On August 20th, the Shenzhen International Electronic Cigarette Industry Expo was held at the Convention and Exhibition Center. This exhibition ushered in two subsidiaries of China Tobacco: Yunnan China Tobacco and Henan China Tobacco. These two companies both produced their own heat-not-burn products, attracting many participants to watch and try. These products have been exported overseas.
New products immersed in competition
Yunnan China Tobacco owns well-known brands such as Ashima and Hongtashan, which are well-known in the country. Many people are interested in the heat-not-burn products they produce. According to the exhibitor Chen Manman, their products have been exported to many countries such as Arabia. Very popular abroad.
A reporter from the Securities Times·e company saw on the spot that China Tobacco Yunnan has a tobacco tasting session. The staff will record customer feelings and solicit opinions from visitors. A senior smoker handed IQOS catridges to Chen Manman for a try. Chen Manman said while smoking, “IQOS cigarettes are more gentle and lighter, and our cigarettes are strong and rough.” The same heat-not-burn Ashima cigarettes are used, and different kits have different flavors.
There are several companies under China Tobacco, all of which are developing their own e-cigarette products. “There is not much communication with each other, and each has its own understanding and its own formula.” Chen Manman introduced. Traditional tobacco companies see the aggressive development trend of e-cigarettes, and naturally have a sense of crisis. They hope that research and development can also participate in it, so as to avoid China’s opening up of this market in the future and being at a disadvantage.
The government is actually encouraging traditional tobacco companies to develop heat-not-burn electronic cigarettes. A staff member introduced that they are exempt from exporting this type of products overseas. In order to develop e-cigarettes, China Tobacco Yunnan established Shenzhen Huayu Technology Development Co., Ltd. in Shenzhen through a Hong Kong company. Huayu Technology produces various smoking sets and atomized electronic cigarettes. However, China Tobacco Henan adopted a cooperation model. They and Shenzhen Yuyan Electronic Industry Co., Ltd. cooperates and only produces cigarette cartridges, and the other is handed over to the partner.

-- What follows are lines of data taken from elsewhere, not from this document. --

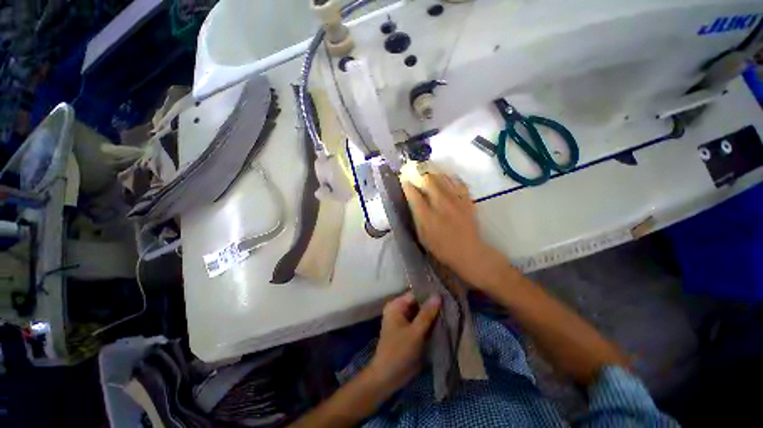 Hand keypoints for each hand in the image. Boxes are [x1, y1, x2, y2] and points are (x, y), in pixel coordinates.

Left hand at [367, 292, 440, 393]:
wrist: (388, 377)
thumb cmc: (399, 351)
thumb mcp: (415, 332)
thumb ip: (427, 313)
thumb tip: (438, 295)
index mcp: (396, 305)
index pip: (415, 294)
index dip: (430, 294)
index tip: (446, 294)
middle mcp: (398, 310)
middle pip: (418, 303)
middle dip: (432, 306)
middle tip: (450, 304)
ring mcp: (403, 321)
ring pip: (420, 313)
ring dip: (432, 315)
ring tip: (449, 312)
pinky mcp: (407, 331)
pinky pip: (419, 322)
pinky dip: (429, 323)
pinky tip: (443, 323)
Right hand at [403, 173, 501, 287]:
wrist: (468, 251)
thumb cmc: (441, 247)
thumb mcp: (422, 235)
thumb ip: (416, 216)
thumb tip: (412, 201)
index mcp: (426, 215)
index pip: (413, 194)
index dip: (407, 184)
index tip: (404, 180)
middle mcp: (440, 204)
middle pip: (428, 180)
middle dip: (420, 173)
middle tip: (416, 171)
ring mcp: (455, 200)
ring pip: (443, 178)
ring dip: (433, 172)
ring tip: (428, 171)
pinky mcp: (466, 200)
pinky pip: (458, 182)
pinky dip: (450, 177)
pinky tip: (446, 178) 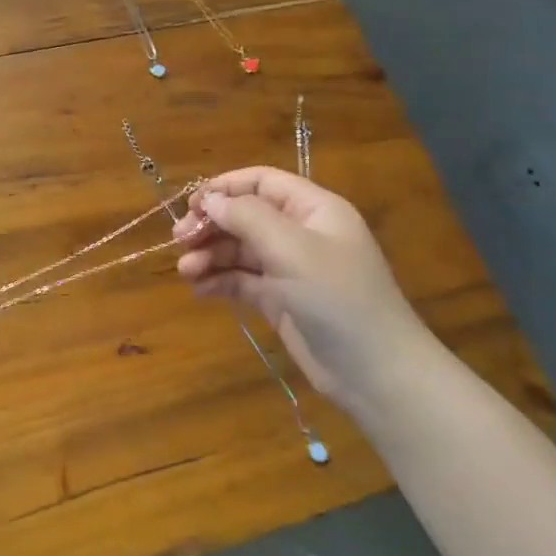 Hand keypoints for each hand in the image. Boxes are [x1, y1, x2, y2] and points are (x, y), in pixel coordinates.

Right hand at [174, 167, 438, 413]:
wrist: (375, 373)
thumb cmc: (337, 297)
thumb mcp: (291, 248)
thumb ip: (247, 217)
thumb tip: (210, 200)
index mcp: (313, 209)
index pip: (261, 182)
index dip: (224, 188)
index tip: (191, 205)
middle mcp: (301, 233)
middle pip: (245, 215)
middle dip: (211, 224)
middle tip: (180, 240)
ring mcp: (290, 268)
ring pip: (239, 249)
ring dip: (210, 255)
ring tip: (185, 271)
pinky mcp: (281, 300)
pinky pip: (242, 280)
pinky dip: (219, 280)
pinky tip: (199, 289) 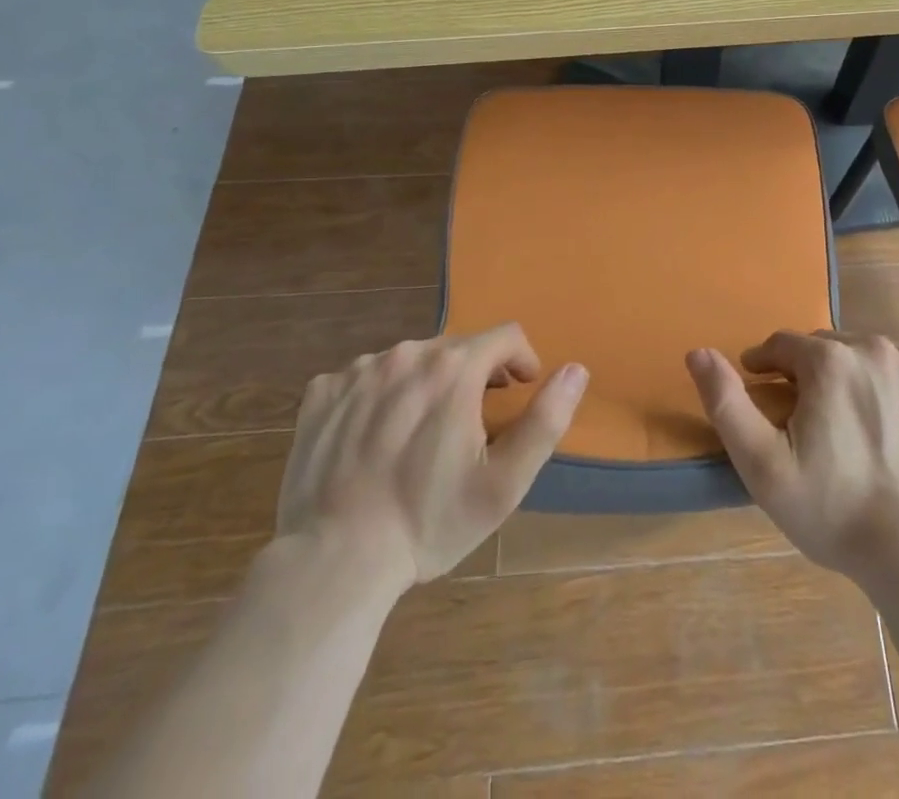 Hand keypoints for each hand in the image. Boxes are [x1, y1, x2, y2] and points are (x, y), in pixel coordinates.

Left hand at [276, 326, 587, 586]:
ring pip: (410, 361)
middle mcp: (407, 354)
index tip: (518, 393)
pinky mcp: (322, 393)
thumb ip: (546, 419)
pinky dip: (379, 397)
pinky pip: (364, 378)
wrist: (333, 563)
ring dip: (426, 384)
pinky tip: (374, 439)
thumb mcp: (505, 482)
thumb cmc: (429, 521)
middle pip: (457, 348)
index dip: (521, 361)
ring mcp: (358, 371)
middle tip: (471, 425)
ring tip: (420, 436)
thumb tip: (576, 369)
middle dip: (474, 375)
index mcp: (454, 367)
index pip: (506, 335)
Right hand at [687, 332, 898, 582]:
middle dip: (812, 373)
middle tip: (810, 417)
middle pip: (829, 347)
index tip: (764, 390)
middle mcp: (876, 347)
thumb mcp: (763, 465)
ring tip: (854, 424)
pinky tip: (897, 429)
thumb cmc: (833, 510)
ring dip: (856, 378)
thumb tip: (697, 352)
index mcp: (829, 359)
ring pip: (872, 357)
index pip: (783, 344)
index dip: (767, 366)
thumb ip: (726, 402) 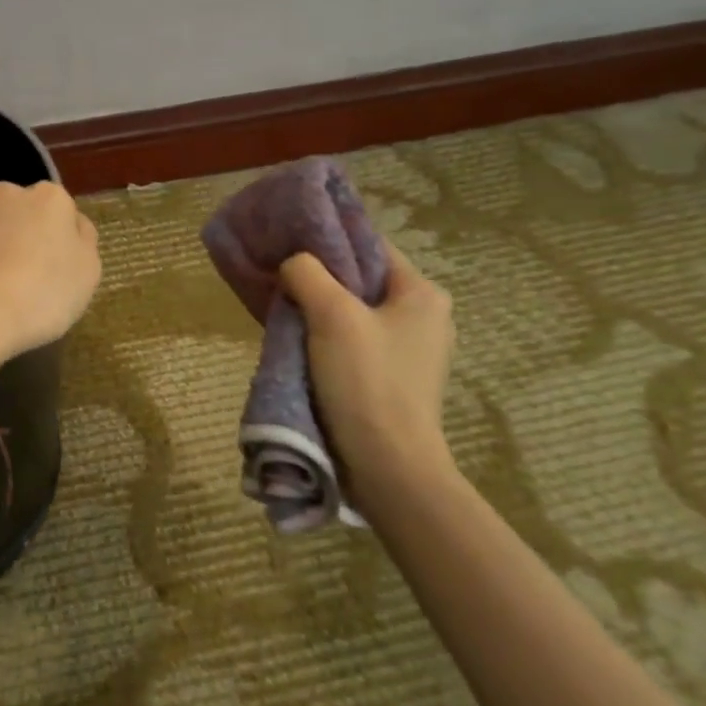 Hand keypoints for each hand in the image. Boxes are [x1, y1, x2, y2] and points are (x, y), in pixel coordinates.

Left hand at [0, 181, 100, 363]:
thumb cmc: (43, 294)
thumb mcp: (88, 272)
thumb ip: (83, 240)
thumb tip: (73, 226)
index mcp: (47, 198)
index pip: (61, 210)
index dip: (62, 239)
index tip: (61, 268)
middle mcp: (3, 195)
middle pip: (20, 213)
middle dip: (23, 234)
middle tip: (29, 276)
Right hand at [279, 238, 456, 507]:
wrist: (388, 466)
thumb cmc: (366, 381)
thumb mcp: (331, 315)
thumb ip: (307, 274)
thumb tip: (292, 264)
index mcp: (422, 293)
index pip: (370, 246)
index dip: (328, 239)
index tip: (289, 242)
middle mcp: (424, 316)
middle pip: (360, 279)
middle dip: (318, 278)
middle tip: (280, 280)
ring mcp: (411, 349)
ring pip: (354, 311)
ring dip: (318, 310)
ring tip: (284, 311)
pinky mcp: (394, 377)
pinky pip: (354, 341)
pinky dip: (326, 337)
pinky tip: (300, 343) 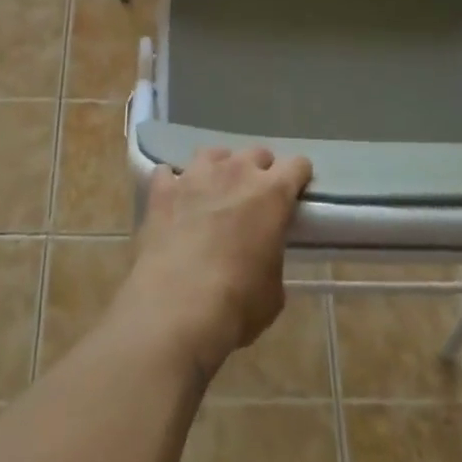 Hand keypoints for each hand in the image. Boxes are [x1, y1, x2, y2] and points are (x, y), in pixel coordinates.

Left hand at [112, 146, 312, 377]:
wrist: (176, 308)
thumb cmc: (237, 303)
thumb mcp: (273, 290)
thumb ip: (272, 258)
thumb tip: (262, 257)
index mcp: (272, 193)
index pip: (298, 165)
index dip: (298, 178)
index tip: (295, 194)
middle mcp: (236, 172)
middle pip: (256, 153)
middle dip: (259, 172)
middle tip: (254, 200)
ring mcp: (196, 175)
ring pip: (213, 154)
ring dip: (219, 169)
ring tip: (214, 192)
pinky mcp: (162, 188)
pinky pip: (168, 173)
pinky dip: (173, 184)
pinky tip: (173, 200) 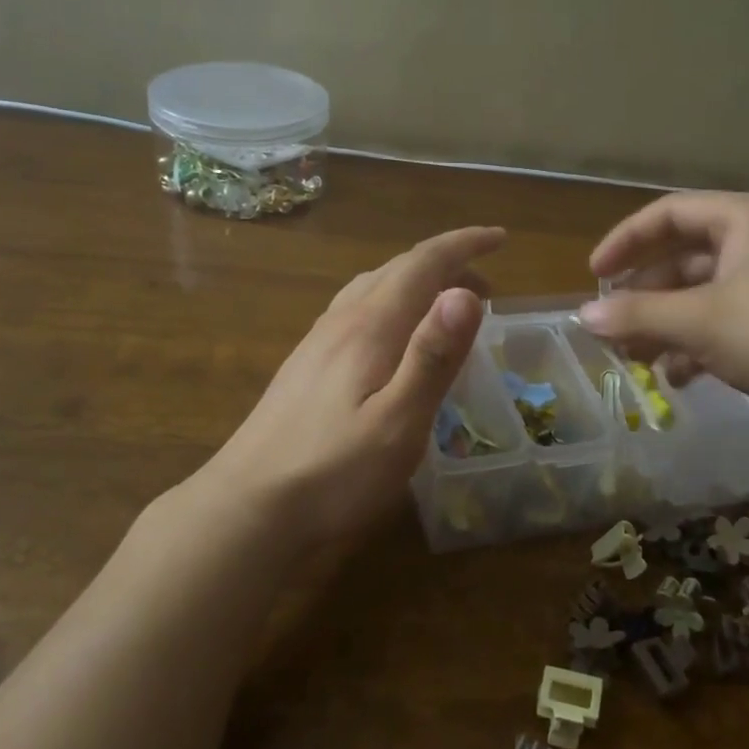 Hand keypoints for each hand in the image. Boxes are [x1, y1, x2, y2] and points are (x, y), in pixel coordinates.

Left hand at [196, 226, 504, 547]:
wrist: (249, 510)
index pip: (423, 264)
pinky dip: (392, 305)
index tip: (500, 239)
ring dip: (417, 283)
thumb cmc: (334, 473)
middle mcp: (342, 322)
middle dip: (446, 264)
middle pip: (398, 270)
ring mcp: (318, 343)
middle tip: (488, 286)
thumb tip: (465, 291)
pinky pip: (356, 311)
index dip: (463, 245)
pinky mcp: (306, 366)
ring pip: (373, 288)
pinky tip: (394, 338)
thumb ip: (432, 356)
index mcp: (370, 327)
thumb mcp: (398, 421)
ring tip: (447, 306)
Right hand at [580, 192, 748, 504]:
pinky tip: (679, 378)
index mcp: (746, 220)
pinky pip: (726, 326)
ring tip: (636, 360)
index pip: (670, 213)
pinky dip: (697, 347)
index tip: (594, 275)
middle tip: (612, 328)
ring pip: (703, 297)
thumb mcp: (702, 321)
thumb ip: (638, 315)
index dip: (626, 240)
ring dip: (666, 326)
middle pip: (684, 258)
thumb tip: (583, 315)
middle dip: (645, 296) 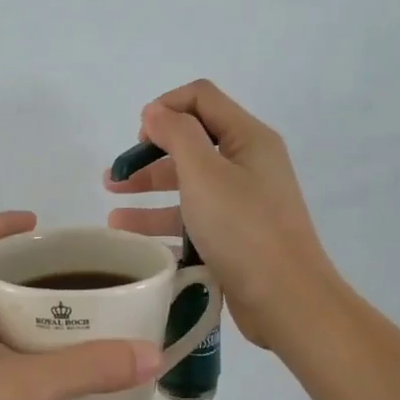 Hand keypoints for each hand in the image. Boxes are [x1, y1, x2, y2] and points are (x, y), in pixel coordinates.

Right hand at [104, 79, 337, 349]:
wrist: (286, 300)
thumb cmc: (243, 230)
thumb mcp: (205, 174)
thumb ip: (177, 135)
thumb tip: (155, 111)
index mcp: (248, 139)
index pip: (201, 98)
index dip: (165, 108)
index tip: (137, 138)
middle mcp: (248, 164)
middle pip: (191, 143)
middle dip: (148, 156)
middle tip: (114, 178)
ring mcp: (242, 203)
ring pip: (188, 186)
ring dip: (149, 194)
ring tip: (113, 214)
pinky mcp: (235, 236)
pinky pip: (193, 220)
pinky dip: (164, 225)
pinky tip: (135, 240) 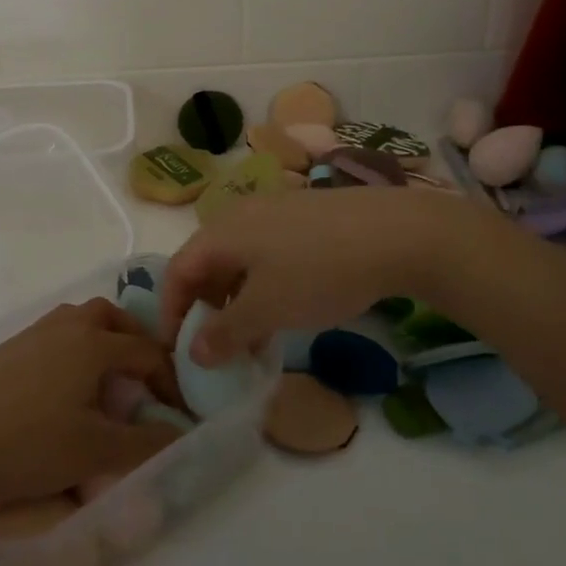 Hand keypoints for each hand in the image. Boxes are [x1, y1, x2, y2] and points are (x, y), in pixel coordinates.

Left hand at [0, 299, 183, 508]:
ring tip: (107, 381)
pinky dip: (75, 349)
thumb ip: (145, 444)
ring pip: (81, 320)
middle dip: (136, 342)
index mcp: (94, 343)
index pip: (147, 351)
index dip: (169, 381)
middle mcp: (67, 325)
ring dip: (103, 341)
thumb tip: (181, 435)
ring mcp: (34, 332)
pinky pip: (56, 334)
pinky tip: (65, 388)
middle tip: (144, 379)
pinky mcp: (10, 348)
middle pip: (113, 317)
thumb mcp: (95, 451)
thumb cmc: (28, 444)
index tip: (177, 413)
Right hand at [161, 188, 474, 364]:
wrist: (394, 232)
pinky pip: (265, 254)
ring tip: (253, 339)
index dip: (171, 312)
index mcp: (221, 231)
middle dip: (205, 309)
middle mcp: (239, 215)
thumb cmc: (318, 271)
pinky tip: (285, 310)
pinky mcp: (302, 218)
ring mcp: (273, 212)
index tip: (178, 352)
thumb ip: (226, 333)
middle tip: (217, 349)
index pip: (177, 271)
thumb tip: (194, 353)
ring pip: (238, 261)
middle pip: (206, 263)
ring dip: (236, 301)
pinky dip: (261, 286)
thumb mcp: (268, 309)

The industry is waiting to recover
Perhaps due to the epidemic, the number of e-cigarette exhibitions has declined compared with last year. The exhibition that was originally scheduled for April has been postponed. It has been 492 days since the last Expo organized by Shenzhen IECIE. The impact of the epidemic is still there. Few manufacturers said that the industry has not yet recovered to last year’s prosperity.
The atmosphere of the exhibition is a little different from the past. The once-popular smoke culture has retreated. The smoke booth is rarely seen on the scene, and there are no models swallowing the clouds. Only a few platforms have DJs playing manic music. , Leaving the mark of that period of smoke culture. Many emerging e-cigarette brands, such as Bode, Xiwu, Ono, Snow Plus, etc., were seen at the scene. Many brands were attracting investment on site, opening offline chain stores, and all of them were posted in conspicuous locations. The maximum subsidy for a single store reached 300,000.
After the government introduced policies to restrict online sales of e-cigarettes last year, China e-cigarettes have fully turned to offline, and e-cigarette manufacturers with physical channels have an advantage. This also forces e-cigarette manufacturers to open stores if they want to survive.
On-site reporters also saw two listed companies participating in the exhibition, among which Jinjia (002191) brought the e-cigarette brand foogo to the exhibition. According to the staff, they have a series of cooperation with China Tobacco Yunnan, and the two sides also established a joint venture company. The company also provides R&D services to many China Tobacco customers. Skole, a subsidiary of Yinghe Technology (300457), participated in the exhibition. Yinghe Technology acquired 51% of the shares of Skole in November 2018. In that year, Skole realized a net profit of 38.567 million yuan and realized deduction of non-net profit of 52.720 million yuan in 2019.